Plants must obtain all of their minerals from the soil, and they are taken up as inorganic ions as they re found in the soil, the plant cannot chemically breakdown molecules. Fungi utilise both organic and inorganic sources to obtain mineral ions. Fungi absorb nutrients through the plasma lemma as low molecular weight compounds, and as bioorganic chemicals usually exist as insoluble macromolecular complexes, the fungi secrete exocellular enzymes to break them down into their soluble monomeric units.

In plants ion uptake occurs in regions of the root younger than the suberization of the exodermis, usually at the root tip. Similarly both enzyme secretion and nutrient uptake in fungi occur at the nascent tip where the wall is thin and deformable. The mechanisms for uptake utilize various transporters in the plasma membrane, in plants cations are driven through uniports by the electrochemical gradient, and anions are taken up by secondary active transport through H+ cotransporters. In fungi both facilitated and passive diffusion and active transport mechanisms are used to take up nutrients, they also have the mechanisms of insoluble sinks, immobile binding sites and metabolic sinks for accumulation of nutrients in hyphae without active transport and siderophores for the uptake of iron.

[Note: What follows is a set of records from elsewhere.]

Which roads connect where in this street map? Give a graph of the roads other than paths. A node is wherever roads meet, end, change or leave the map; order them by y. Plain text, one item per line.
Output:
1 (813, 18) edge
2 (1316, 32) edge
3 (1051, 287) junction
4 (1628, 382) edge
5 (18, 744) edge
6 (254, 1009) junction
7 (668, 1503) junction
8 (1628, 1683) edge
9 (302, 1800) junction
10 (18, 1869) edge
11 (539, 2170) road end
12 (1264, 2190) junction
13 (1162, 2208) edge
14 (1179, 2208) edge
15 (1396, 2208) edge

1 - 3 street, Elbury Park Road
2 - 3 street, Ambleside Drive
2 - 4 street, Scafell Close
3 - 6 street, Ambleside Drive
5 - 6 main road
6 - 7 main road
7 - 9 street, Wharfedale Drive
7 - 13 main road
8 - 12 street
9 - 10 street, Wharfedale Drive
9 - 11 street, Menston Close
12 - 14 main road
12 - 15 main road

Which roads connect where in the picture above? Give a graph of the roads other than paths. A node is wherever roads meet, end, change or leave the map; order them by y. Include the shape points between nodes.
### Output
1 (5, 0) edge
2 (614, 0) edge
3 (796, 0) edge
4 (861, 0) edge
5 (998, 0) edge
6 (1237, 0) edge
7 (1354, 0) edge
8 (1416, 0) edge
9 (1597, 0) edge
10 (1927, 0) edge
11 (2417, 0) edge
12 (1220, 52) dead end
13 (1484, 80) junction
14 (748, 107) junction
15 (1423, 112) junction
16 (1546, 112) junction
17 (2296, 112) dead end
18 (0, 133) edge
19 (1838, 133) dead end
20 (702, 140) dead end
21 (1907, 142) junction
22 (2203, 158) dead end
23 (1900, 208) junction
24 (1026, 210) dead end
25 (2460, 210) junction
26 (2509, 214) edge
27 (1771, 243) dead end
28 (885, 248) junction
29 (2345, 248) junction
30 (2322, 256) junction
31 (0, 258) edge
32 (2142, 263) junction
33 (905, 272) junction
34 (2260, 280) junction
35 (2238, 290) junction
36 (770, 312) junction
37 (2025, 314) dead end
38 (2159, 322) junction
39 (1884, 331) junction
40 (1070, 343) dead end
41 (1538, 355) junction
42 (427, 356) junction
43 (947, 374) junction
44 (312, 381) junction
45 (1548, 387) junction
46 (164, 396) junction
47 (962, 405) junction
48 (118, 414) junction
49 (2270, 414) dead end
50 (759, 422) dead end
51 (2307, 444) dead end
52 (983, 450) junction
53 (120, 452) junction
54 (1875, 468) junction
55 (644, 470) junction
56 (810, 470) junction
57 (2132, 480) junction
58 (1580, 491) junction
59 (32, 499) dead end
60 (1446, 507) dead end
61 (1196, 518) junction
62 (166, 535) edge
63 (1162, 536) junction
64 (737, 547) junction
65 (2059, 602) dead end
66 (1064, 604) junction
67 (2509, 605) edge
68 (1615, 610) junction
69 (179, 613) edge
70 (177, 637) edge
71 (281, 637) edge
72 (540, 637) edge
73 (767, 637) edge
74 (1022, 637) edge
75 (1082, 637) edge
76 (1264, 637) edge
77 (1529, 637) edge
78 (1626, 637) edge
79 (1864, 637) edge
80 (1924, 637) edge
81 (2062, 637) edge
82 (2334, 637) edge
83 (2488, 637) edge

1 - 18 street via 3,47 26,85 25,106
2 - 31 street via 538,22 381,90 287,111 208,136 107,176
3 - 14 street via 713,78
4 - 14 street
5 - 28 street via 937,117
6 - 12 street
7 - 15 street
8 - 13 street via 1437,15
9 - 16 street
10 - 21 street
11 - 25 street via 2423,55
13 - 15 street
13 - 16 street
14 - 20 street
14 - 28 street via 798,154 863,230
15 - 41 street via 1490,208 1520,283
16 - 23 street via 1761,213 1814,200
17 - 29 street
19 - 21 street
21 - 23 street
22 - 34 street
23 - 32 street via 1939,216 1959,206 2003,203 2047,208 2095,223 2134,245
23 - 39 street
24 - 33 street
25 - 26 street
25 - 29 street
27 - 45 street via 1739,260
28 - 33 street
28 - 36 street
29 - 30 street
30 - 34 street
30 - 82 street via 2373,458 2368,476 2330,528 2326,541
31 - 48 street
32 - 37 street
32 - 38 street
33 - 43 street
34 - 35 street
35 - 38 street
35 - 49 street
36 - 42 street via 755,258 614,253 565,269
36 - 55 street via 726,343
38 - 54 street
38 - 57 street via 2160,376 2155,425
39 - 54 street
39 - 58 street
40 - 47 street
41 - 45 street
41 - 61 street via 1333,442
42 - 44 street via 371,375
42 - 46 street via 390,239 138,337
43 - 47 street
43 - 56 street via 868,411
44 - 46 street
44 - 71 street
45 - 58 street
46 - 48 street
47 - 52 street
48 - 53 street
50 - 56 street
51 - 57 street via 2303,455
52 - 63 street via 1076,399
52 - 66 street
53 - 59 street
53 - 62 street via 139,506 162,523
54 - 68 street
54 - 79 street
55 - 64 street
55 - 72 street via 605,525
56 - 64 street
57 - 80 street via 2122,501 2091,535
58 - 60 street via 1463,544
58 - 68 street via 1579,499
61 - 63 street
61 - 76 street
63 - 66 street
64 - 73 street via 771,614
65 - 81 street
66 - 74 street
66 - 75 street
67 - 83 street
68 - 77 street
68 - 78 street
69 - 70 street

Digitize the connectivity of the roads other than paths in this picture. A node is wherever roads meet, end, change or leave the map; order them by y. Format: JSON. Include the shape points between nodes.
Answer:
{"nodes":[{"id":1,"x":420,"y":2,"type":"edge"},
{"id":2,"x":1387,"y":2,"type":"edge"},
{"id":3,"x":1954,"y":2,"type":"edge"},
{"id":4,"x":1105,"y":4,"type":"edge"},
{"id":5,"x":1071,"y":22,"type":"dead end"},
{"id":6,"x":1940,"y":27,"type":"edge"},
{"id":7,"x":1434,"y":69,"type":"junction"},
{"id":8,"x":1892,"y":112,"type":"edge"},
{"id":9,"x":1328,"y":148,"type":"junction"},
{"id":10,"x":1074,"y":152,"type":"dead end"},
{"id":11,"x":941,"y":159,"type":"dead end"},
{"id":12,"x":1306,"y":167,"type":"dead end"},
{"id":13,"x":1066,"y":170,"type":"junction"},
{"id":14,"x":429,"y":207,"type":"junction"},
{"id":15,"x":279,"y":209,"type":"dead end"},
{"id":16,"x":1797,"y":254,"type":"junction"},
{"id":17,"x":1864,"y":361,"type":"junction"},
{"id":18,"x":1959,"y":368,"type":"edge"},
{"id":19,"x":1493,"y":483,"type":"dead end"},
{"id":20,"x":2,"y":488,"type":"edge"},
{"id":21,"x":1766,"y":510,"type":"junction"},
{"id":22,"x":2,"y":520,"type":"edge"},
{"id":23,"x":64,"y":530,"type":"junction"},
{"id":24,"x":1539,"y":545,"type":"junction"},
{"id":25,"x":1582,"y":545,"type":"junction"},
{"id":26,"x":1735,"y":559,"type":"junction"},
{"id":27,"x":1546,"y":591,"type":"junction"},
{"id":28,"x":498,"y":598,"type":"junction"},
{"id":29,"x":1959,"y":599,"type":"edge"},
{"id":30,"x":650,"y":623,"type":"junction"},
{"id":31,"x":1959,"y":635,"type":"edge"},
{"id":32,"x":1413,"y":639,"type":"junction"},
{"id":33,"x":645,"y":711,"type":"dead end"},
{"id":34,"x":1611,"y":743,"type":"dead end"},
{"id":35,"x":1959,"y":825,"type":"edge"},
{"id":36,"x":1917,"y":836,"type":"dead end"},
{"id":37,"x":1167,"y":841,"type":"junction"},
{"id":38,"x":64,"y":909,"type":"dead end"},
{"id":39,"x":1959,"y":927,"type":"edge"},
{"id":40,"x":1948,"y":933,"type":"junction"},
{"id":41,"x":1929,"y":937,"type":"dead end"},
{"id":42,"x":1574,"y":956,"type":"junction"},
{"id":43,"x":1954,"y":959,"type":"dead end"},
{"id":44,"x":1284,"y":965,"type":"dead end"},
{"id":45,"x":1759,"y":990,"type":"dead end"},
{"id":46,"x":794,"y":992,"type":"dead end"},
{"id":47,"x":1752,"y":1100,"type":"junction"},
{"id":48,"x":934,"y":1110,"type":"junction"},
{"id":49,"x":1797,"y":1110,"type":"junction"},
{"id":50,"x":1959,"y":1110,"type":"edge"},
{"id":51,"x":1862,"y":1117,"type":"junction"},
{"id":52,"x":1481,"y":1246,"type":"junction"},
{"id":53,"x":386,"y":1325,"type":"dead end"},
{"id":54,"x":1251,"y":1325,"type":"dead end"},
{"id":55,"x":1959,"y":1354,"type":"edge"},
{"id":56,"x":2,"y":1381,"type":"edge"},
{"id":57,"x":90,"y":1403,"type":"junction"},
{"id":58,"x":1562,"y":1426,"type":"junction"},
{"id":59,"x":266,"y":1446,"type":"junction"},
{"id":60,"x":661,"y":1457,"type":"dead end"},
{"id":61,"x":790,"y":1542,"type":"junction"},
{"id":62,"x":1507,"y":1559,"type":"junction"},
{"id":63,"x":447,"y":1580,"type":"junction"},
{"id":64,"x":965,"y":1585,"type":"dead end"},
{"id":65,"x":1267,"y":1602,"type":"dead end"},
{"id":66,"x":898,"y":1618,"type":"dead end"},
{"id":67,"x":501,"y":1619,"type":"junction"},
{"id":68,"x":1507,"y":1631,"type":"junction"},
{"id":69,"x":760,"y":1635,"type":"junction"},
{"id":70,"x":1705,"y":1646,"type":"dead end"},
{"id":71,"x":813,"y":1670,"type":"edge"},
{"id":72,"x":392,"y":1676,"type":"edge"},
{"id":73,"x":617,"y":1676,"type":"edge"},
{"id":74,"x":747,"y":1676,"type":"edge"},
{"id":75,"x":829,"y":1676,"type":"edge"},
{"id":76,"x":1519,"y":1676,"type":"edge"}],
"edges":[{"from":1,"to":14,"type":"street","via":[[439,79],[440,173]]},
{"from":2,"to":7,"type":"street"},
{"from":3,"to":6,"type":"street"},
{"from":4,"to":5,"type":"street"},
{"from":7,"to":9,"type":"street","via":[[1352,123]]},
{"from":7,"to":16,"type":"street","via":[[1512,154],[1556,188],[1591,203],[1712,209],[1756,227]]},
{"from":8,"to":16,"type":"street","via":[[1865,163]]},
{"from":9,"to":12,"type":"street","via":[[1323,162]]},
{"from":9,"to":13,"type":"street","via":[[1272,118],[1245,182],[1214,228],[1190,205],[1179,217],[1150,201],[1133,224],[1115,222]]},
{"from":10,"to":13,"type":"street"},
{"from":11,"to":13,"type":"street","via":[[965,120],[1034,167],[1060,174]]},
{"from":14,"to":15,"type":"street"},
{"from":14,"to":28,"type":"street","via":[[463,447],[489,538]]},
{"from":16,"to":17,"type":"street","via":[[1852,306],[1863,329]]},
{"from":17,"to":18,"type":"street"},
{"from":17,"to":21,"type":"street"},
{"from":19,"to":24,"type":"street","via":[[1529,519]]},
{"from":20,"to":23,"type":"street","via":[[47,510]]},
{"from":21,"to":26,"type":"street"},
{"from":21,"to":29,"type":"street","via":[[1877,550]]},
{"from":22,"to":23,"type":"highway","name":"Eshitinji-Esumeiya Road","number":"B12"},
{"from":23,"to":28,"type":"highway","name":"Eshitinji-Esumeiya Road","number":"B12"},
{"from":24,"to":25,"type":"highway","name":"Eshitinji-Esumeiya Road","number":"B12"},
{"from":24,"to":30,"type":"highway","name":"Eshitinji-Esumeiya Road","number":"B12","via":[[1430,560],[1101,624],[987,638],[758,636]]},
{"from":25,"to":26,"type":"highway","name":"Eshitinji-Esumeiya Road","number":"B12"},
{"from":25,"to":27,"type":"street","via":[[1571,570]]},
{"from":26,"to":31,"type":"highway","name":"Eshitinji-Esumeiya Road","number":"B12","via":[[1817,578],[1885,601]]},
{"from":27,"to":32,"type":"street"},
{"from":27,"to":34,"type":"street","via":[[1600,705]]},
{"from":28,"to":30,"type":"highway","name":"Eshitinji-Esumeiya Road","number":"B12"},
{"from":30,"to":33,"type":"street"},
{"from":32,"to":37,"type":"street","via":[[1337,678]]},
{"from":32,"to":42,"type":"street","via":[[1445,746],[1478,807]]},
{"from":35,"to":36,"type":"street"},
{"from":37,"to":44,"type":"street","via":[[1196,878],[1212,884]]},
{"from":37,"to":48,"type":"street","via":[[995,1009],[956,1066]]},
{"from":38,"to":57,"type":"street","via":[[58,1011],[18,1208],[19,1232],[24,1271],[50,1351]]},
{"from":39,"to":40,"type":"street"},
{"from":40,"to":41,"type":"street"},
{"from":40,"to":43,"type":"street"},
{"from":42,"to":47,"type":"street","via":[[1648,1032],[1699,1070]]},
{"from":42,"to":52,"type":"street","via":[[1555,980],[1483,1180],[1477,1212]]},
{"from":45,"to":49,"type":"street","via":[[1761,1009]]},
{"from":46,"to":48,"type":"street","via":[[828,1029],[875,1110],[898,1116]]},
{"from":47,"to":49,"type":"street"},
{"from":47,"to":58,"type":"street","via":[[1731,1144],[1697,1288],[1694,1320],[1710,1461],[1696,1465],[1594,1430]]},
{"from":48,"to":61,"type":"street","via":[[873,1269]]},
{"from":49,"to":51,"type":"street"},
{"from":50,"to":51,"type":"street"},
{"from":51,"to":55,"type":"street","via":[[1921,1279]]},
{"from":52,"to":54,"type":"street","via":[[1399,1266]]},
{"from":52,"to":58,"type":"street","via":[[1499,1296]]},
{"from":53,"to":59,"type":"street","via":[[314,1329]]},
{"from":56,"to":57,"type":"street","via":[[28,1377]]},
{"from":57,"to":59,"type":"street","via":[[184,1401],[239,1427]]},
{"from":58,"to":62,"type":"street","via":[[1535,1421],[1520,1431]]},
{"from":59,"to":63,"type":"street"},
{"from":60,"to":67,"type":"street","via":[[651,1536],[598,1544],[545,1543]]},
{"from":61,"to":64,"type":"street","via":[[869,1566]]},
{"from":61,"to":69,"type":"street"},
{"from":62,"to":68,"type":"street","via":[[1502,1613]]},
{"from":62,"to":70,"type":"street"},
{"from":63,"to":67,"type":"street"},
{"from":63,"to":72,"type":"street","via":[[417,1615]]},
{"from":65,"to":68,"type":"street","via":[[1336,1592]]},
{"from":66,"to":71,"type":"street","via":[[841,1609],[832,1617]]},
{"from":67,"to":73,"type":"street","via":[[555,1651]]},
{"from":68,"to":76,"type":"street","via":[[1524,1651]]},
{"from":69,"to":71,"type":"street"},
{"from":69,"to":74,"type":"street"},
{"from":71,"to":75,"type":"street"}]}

In plants and fungi when the region local to the organ of uptake is depleted of nutrients, the roots and hyphae respectively extend into a fresh area; this overcomes the limitations of diffusion rates (and bulk flow in soil) to a stationary cell.

Fungi, unlike plants, can regulate their metabolism, via catabolite repression, whereby fungi utilise the nutrient source that is in the greatest abundance and switch off unnecessary metabolism.

Fungi also breakdown older regions and the products are absorbed by the new regions, plants can have senescing regions but it is not a continual process.

The nutrient acquisition of both types of organisms is improved when they are in a symbiotic association and form mycorrhizae, the plants supplying the organic nutrients and the fungi improving the absorption of mineral ions and water.

There are aspects of fungal and plant nutrition that are very similar, when considering mineral ions, however it is the lack of photosynthetic ability in fungi that mean the two organisms are also very different.